Question

In a genetic cross between plants bearing violet flowers and green seeds (VVGG), and white flowers and yellow seeds (vvgg), the following phenotypic distribution was obtained in the F$_2$ progeny (assume both parents to be pure breeding for both traits, and self-cross at F$_1$ generation):
i) 2340 plants with violet flowers and green seeds
ii) 47 plants with violet flowers and yellow seeds
iii) 43 plants with white flowers and green seeds
iv) 770 plants with white flowers and yellow seeds
Which one of the following interpretations explains the above phenotypic distribution?

• A. Same genes control both flower and seed colors
• B. Genes for flower and seed colors are genetically interacting
• C. Genes for flower and seed colors are present on the same chromosome
• D. Flower color in this plant species is a polygenic trait

Hint:

Linked genes do not follow independent assortment.

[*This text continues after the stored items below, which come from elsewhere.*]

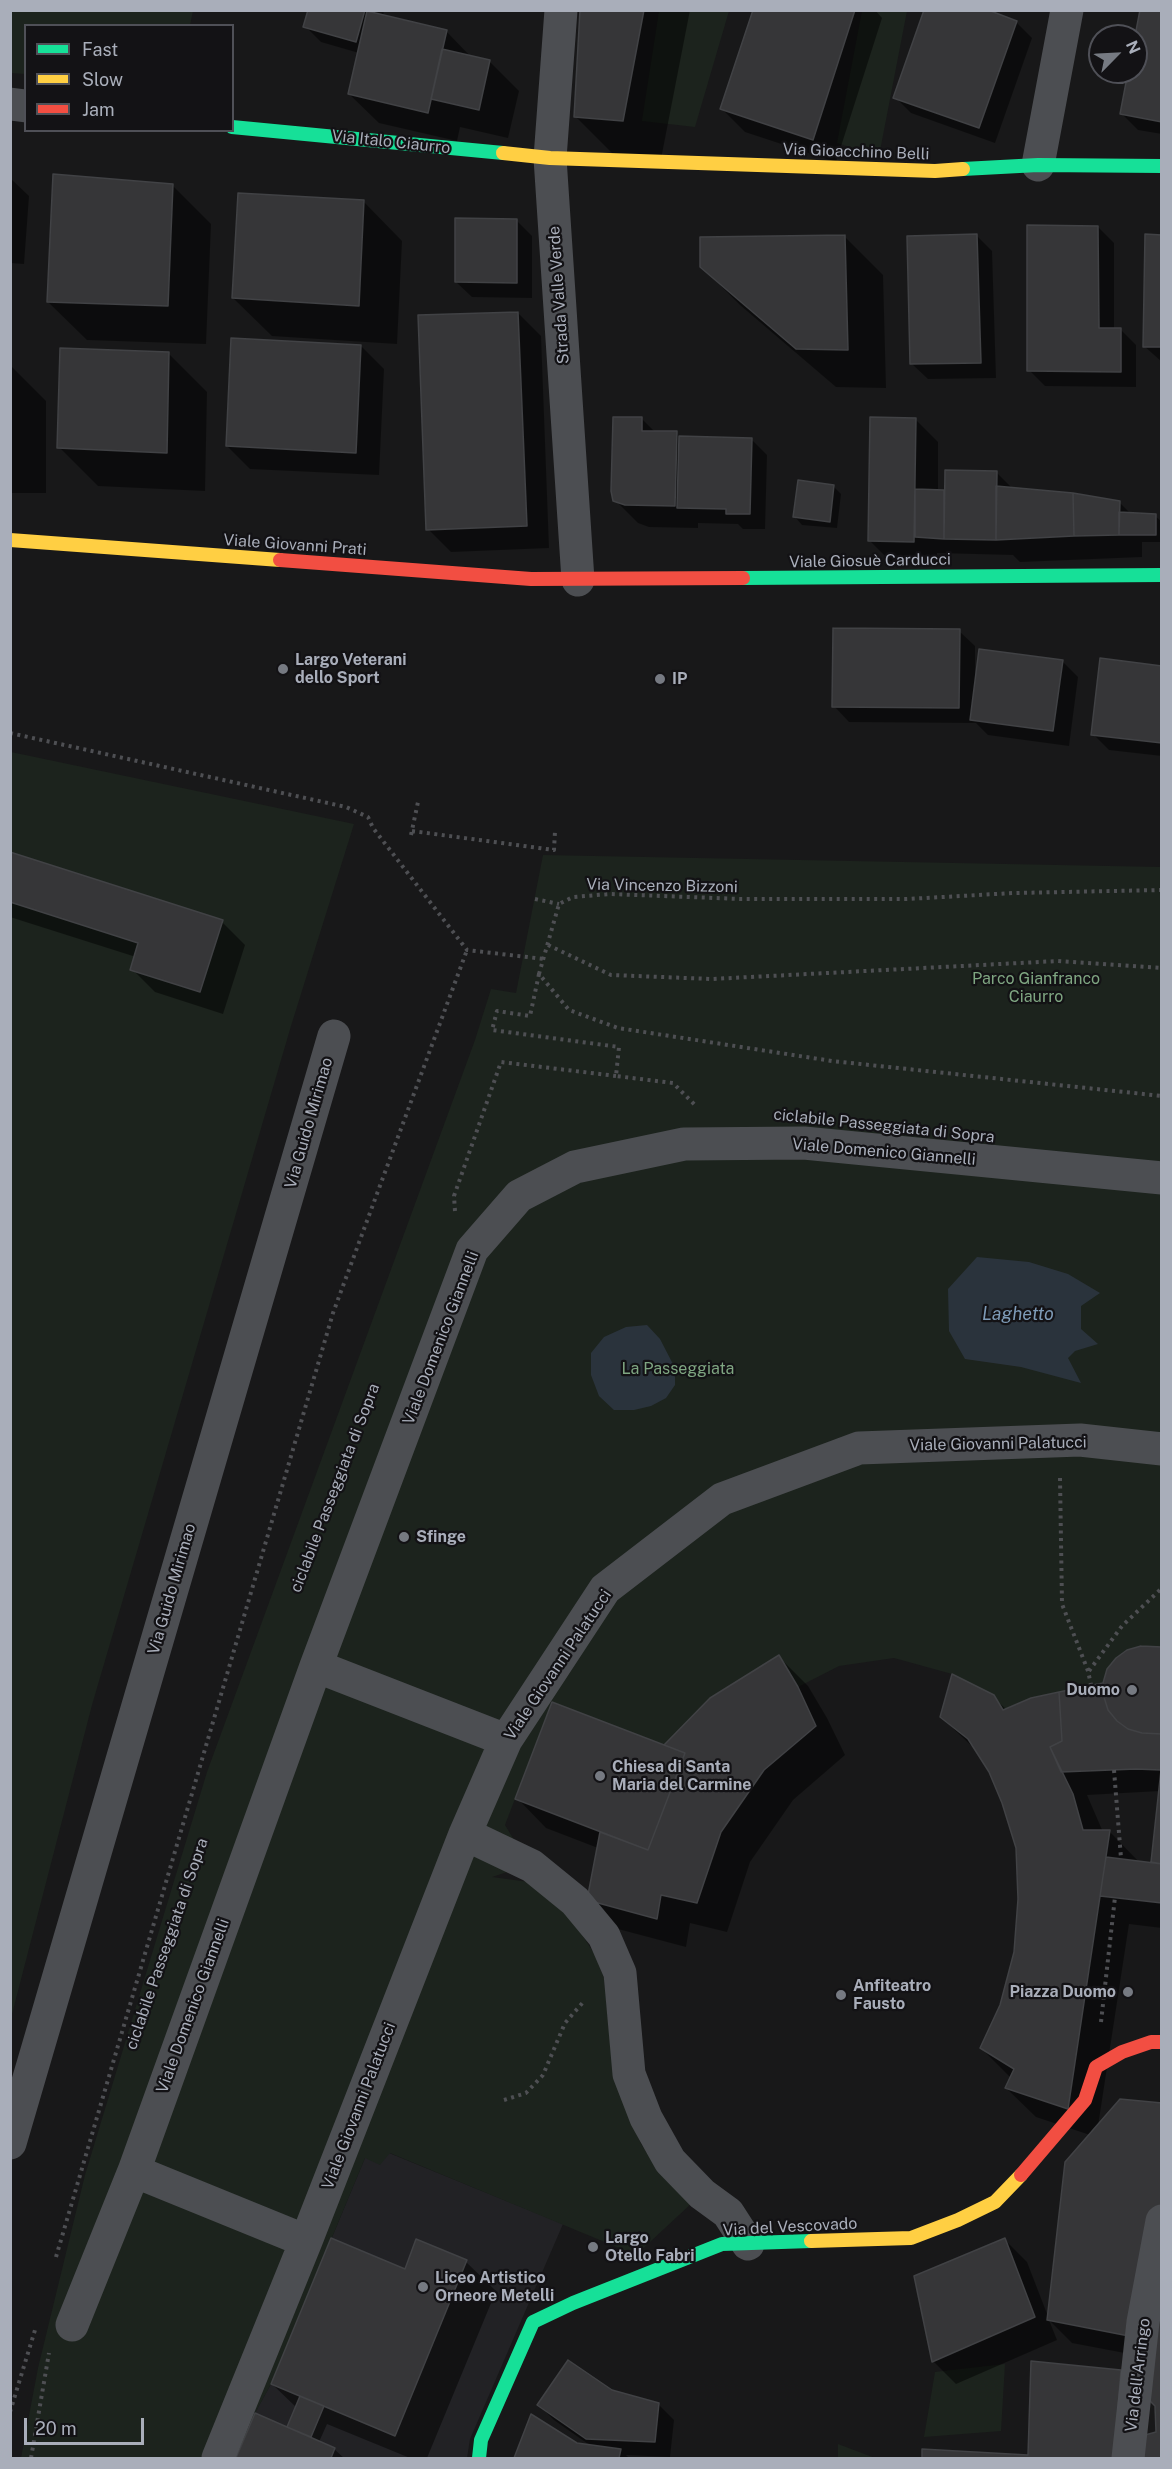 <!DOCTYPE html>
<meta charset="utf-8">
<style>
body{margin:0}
#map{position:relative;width:1172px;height:2469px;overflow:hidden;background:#181819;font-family:"Public Sans",sans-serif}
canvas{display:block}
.frame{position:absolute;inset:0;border:12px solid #a9aeba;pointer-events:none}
.legend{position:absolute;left:24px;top:24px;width:210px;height:108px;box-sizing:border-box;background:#131215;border:2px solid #4f5057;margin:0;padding:8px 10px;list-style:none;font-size:18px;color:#a9aeba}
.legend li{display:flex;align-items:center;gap:12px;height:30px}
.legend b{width:30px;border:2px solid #4f5057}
.north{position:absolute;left:1088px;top:24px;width:60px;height:60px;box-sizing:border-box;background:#131215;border:2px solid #4f5057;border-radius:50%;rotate:66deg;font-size:16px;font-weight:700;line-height:24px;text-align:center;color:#a9aeba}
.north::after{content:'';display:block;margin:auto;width:21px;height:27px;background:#767a82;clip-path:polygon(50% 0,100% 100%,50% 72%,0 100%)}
.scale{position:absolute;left:24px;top:2418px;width:120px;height:27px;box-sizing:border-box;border:3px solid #a9aeba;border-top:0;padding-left:8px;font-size:18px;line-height:21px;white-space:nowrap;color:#a9aeba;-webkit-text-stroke:4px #131215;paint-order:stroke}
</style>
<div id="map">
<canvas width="1172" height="2469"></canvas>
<div class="frame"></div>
<ul class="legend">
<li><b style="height:8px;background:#16e098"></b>Fast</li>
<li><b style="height:8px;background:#ffcf43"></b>Slow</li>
<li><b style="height:8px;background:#f24e42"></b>Jam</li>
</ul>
<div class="north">N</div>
<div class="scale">20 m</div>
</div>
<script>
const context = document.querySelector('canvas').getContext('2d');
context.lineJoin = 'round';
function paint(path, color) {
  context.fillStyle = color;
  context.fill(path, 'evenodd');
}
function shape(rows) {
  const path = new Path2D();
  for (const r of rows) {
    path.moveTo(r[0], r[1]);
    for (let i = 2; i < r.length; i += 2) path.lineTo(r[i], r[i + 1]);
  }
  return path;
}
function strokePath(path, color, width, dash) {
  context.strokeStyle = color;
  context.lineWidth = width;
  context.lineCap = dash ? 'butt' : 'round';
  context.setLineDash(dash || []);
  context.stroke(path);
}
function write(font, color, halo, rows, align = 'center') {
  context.font = font + ' "Public Sans",sans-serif';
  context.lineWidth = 4.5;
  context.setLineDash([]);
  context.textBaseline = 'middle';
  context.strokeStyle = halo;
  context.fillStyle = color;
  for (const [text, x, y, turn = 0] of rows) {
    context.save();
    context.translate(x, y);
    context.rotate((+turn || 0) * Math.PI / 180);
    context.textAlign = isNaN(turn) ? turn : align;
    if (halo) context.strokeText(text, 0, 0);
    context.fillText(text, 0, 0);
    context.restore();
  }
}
paint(shape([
 [389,2153,563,2224,470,2439,467,2458,236,2458,255,2413,271,2384,365,2158]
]), '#222225');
paint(shape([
 [10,11,11,10,193,11,190,25,26,26,25,74,11,73],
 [659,11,729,11,695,127,642,121],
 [862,11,907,11,879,156,837,143],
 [11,752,354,824,291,1026,92,1705,11,2018],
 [543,855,1161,867,1161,1647,1141,1646,1127,1650,1107,1669,1103,1683,1031,1698,1003,1710,994,1695,952,1674,894,1658,839,1666,798,1687,779,1655,664,1745,552,1702,505,1825,519,1848,513,1870,492,1877,529,1882,570,1916,595,1955,604,1978,613,2071,641,2144,666,2180,693,2202,636,2255,390,2153,380,2165,365,2158,271,2384,255,2413,236,2458,21,2458,38,2368,85,2175,207,1772,475,1040,491,989,516,993],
 [1005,2364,1001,2431,924,2437,935,2372],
 [838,2444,875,2458,838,2458]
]), '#1c231d');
paint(shape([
 [977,1257,1029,1262,1068,1274,1100,1293,1081,1306,1081,1329,1098,1344,1075,1351,1068,1358,1081,1383,1021,1367,965,1359,949,1331,948,1289],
 [647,1325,660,1339,675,1368,675,1385,666,1398,651,1406,634,1410,614,1410,599,1396,591,1375,591,1353,604,1337,626,1327]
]), '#2a333c');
paint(shape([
 [309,10,384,10,383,16,446,31,472,58,490,62,519,91,508,138,460,127,457,141,379,123,349,94,359,53,321,42,305,26],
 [582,10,690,10,661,159,614,155,576,117],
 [754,10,875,10,882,18,836,162,745,132,722,109],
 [1162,10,1162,134,1138,130,1122,114,1130,72,1136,72],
 [1016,22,1032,38,995,143,911,113,895,97],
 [10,178,29,196,24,264,10,263],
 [172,185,211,224,206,344,87,340,48,302],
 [364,202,402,241,397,344,272,336,233,298],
 [517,221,532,236,532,298,472,297,456,282],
 [1098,227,1114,243,1114,329,1120,329,1136,345,1136,387,1045,386,1029,370],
 [844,236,883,275,886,388,836,387,740,305,701,266],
 [977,236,992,251,996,378,928,379,912,364],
 [1162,236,1162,362,1144,346],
 [518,313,541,336,549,548,451,552,428,529],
 [361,346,384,369,379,475,250,469,227,446],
 [168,353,207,392,205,491,98,486,59,447],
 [10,365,46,401,46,493,10,493],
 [641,418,656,433,676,433,681,438,751,439,767,455,765,529,743,529,738,524,698,523,698,528,649,527,638,523,615,500],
 [915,419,938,442,938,491,946,491,996,472,1012,488,1119,502,1131,514,1155,516,1162,522,1162,542,1142,542,1142,557,1020,562,1013,555,937,553,937,564,892,563,869,540],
 [833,486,841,494,837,528,802,525,795,517],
 [959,631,975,646,975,682,1062,661,1078,677,1069,746,988,735,976,723,849,722,834,706],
 [1162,667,1162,756,1109,750,1093,734],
 [10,854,222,922,245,945,223,1014,155,992,132,969,136,957,10,917],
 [1162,1649,1162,1928,1129,1924,1098,2126,1162,2104,1162,2458,1145,2458,1146,2437,1158,2433,1151,2358,1072,2343,1049,2320,1057,2340,956,2384,933,2361,1004,2239,1027,2262,1049,2319,1090,2135,1036,2117,1006,2088,1011,2078,981,2048,1001,2005,1015,1953,1020,1899,1017,1847,1003,1803,990,1771,978,1752,941,1717,993,1697,1007,1710,1104,1684],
 [1160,1791,1152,1862,1155,1865,1139,1862,1110,1832,1103,1832,1087,1795],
 [779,1657,808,1686,827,1718,845,1755,793,1800,750,1862,727,1932,690,1923,686,1947,618,1929,589,1899,598,1848,546,1828,517,1798,665,1747],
 [417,2241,466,2262,496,2291,427,2458,410,2458,327,2424,319,2442,334,2449,344,2458,237,2458,256,2415,294,2431,289,2427,297,2408,272,2384,405,2271],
 [1120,2371,1143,2394,1138,2458,924,2458,924,2450,1029,2456],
 [611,2392,659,2405,674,2420,670,2457,626,2455,629,2458,516,2458,532,2416,577,2445,591,2446,554,2420,539,2405]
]), '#0007');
const building = shape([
 [308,10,365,10,356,42,303,27,308,10],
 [580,10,644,10,623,121,574,117,580,10],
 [753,10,855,10,813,140,720,109,753,10],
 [924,10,988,10,1017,21,979,128,893,98,924,10],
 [1140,10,1162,10,1162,122,1120,114,1128,72,1136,72,1135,36,1140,10],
 [367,11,447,30,428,113,348,94,367,11],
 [442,49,490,60,479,110,431,99,442,49],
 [53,174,173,184,168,306,47,302,53,174],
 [238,193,364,200,359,306,232,298,238,193],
 [455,218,517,219,517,283,455,282,455,218],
 [1027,225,1098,226,1099,328,1121,328,1121,372,1027,371,1027,225],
 [977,234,981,363,910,364,907,236,977,234],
 [1145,234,1162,235,1162,347,1143,347,1145,234],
 [845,235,848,350,796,349,700,267,700,237,845,235],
 [518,312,527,526,426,530,418,315,518,312],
 [231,338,361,345,356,453,226,446,231,338],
 [60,348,169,352,167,453,57,448,60,348],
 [613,417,642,417,642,431,677,431,675,506,625,505,613,501,611,491,613,417],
 [870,417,916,418,914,542,868,541,870,417],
 [679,436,752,438,750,514,726,514,726,509,677,508,679,436],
 [945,470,997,471,996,540,944,539,945,470],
 [798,480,834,485,830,522,793,517,798,480],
 [996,486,1073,493,1074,536,996,540,996,486],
 [915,489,944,490,944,539,915,537,915,489],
 [1073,493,1120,501,1119,535,1074,536,1073,493],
 [1119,512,1156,514,1156,535,1119,535,1119,512],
 [833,628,960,629,959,708,832,707,833,628],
 [979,649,1063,660,1053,731,970,720,979,649],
 [1100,658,1162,666,1162,743,1091,735,1100,658],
 [10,852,223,920,200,992,130,970,138,943,10,902,10,852],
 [1141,1646,1162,1647,1162,1734,1142,1733,1128,1729,1117,1721,1108,1710,1104,1697,1103,1683,1107,1669,1116,1658,1127,1650,1141,1646],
 [779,1655,798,1687,816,1726,764,1770,721,1832,697,1903,661,1895,657,1919,587,1900,600,1832,648,1850,685,1753,664,1745,710,1698,779,1655],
 [952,1674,994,1695,1003,1710,1031,1698,1059,1692,1062,1741,1050,1747,1073,1794,1083,1830,1110,1830,1068,2109,1005,2088,1014,2069,980,2048,1000,2005,1014,1952,1018,1899,1016,1848,1002,1803,989,1772,968,1739,940,1717,952,1674],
 [1103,1683,1104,1697,1108,1710,1117,1721,1128,1729,1142,1733,1162,1734,1162,1864,1151,1862,1161,1770,1136,1769,1061,1772,1050,1747,1062,1741,1059,1692,1103,1683],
 [552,1702,685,1753,648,1850,515,1799,552,1702],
 [1106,1857,1162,1864,1162,1903,1100,1896,1106,1857],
 [1120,2099,1162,2103,1162,2213,1134,2337,1047,2320,1065,2162,1120,2099],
 [331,2238,405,2269,416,2239,467,2260,395,2436,271,2384,331,2238],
 [1005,2238,1035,2317,932,2362,914,2276,1005,2238],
 [1162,2282,1162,2458,1144,2458,1145,2435,1156,2432,1155,2406,1145,2396,1162,2282],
 [568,2360,612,2390,659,2403,655,2442,586,2439,537,2405,568,2360],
 [1031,2361,1121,2370,1114,2458,922,2458,922,2449,1028,2455,1031,2361],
 [300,2396,324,2406,311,2437,287,2427,300,2396],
 [255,2413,335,2448,331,2458,236,2458,255,2413],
 [531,2414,577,2443,621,2449,619,2458,514,2458,531,2414]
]);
paint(building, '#363638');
strokePath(building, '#414245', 1.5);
strokePath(shape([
 [10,733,346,807,368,817,373,828,467,950,544,959],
 [412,831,554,850,555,831],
 [411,835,418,802],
 [1162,890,1014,893,907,899,741,899,610,894,573,897,559,904,539,974,569,1010,618,1028,832,1061,1162,1096],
 [535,899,559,904],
 [548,945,611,975,712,979,1058,961,1162,968],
 [539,974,530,1016,497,1011,492,1030,619,1047,616,1076,673,1083,697,1107],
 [455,1211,454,1196,501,1062,616,1076],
 [1060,1478,1062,1604,1088,1671,1091,1685],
 [1089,1671,1122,1626,1162,1588],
 [1114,1770,1121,1858],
 [1101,2022,1115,1897],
 [504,2100,526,2093,543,2075,565,2023,585,2000],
 [56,2257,333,1313,467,950],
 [10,2412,35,2330],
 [31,2458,49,2353]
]), '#4e4f53', 4, [3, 4.5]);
strokePath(shape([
 [561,10,550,158,578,580],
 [10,104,26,106],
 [1038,165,1067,10],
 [316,1666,506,1740],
 [465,1834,532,1866,575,1901,604,1936,620,1973,629,2074,646,2118,670,2161,702,2194,728,2213,748,2244],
 [10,2143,334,1036],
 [306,2241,134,2171,316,1666,472,1250,519,1196,575,1167,684,1144,804,1143,1162,1178],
 [72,2325,134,2171],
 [218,2458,306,2241,465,1834,506,1740,605,1589,722,1499,859,1448,1080,1440,1162,1449],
 [1128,2458,1143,2322,1162,2221]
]), '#4c4e52', 33);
strokePath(shape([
 [232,127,503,153],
 [963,169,1038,165,1162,166],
 [743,578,1162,575],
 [479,2458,481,2440,533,2322,573,2303,722,2244,811,2241]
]), '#16e098', 14);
strokePath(shape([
 [503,153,550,158,935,171,963,169],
 [10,540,280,560],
 [811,2241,911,2238,958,2220,995,2202,1021,2175]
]), '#ffcf43', 14);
strokePath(shape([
 [280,560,531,579,743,578],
 [1021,2175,1085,2100,1096,2067,1122,2052,1151,2042,1162,2042]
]), '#f24e42', 14);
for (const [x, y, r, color] of [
 [283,669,6,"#767a82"],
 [660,679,6,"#767a82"],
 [404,1537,6,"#767a82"],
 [1132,1690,6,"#767a82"],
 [600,1776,6,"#767a82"],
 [1128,1992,6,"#767a82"],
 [841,1995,6,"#767a82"],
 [593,2247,6,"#767a82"],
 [423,2287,6,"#767a82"]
]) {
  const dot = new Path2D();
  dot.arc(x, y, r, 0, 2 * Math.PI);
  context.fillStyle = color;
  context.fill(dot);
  strokePath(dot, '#131215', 2);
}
write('16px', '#a9aeba', '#131215', [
 ["Via Italo Ciaurro",391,142,6],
 ["Via Gioacchino Belli",856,152,2],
 ["Strada Valle Verde",559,295,-94],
 ["Viale Giovanni Prati",295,545,4],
 ["Viale Giosuè Carducci",870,561,-1],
 ["Via Vincenzo Bizzoni",662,886,1],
 ["Via Guido Mirimao",309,1123,-74],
 ["ciclabile Passeggiata di Sopra",884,1126,6],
 ["Viale Domenico Giannelli",884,1152,5],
 ["Viale Domenico Giannelli",441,1338,-69],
 ["Viale Giovanni Palatucci",998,1444,-1],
 ["ciclabile Passeggiata di Sopra",335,1488,-69],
 ["Via Guido Mirimao",172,1589,-74],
 ["Viale Giovanni Palatucci",558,1665,-56],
 ["ciclabile Passeggiata di Sopra",167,1944,-71],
 ["Viale Domenico Giannelli",193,2006,-70],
 ["Viale Giovanni Palatucci",359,2106,-69],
 ["Via del Vescovado",790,2227,-3],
 ["Via dell'Arringo",1138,2375,-83]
]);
write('bold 16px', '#a9aeba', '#131215', [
 ["Largo Veterani",295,660],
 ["dello Sport",295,678],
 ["IP",672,679],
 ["Sfinge",416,1537],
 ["Duomo",1120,1690,"right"],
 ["Chiesa di Santa",612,1767],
 ["Maria del Carmine",612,1785],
 ["Anfiteatro",853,1986],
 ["Fausto",853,2004],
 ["Piazza Duomo",1116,1992,"right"],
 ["Largo",605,2238],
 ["Otello Fabri",605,2256],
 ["Liceo Artistico",435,2278],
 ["Orneore Metelli",435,2296]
], 'left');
write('16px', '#7fa682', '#131215', [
 ["Parco Gianfranco",1036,979],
 ["Ciaurro",1036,997],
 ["La Passeggiata",678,1369]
]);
write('italic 18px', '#7e9bb7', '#131215', [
 ["Laghetto",1018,1314]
]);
</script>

Recombinants appear in small numbers due to limited crossing over — a key sign of linkage.

Answer 1

The Correct Option is C

Step 1: Analyze the phenotypic ratio.
The observed distribution shows:
Violet-green (2340), Violet-yellow (47), White-green (43), White-yellow (770).
Step 2: Compare with expected Mendelian ratio.
If genes were independently assorting, a dihybrid cross (VVGG × vvgg) would produce F$_2$ phenotypes in a 9:3:3:1 ratio.
However, the numbers here are highly skewed — most offspring show parental combinations (violet-green and white-yellow), while recombinants (violet-yellow and white-green) are rare.
Step 3: Interpret the deviation.
Low frequency of recombinant phenotypes (47 and 43) suggests that the genes for flower color and seed color are linked — i.e., located close together on the same chromosome.
Crossing over between them is infrequent, leading to a majority of parental-type combinations.
Step 4: Conclusion.
Thus, the distribution arises due to genetic linkage, meaning both genes are on the same chromosome.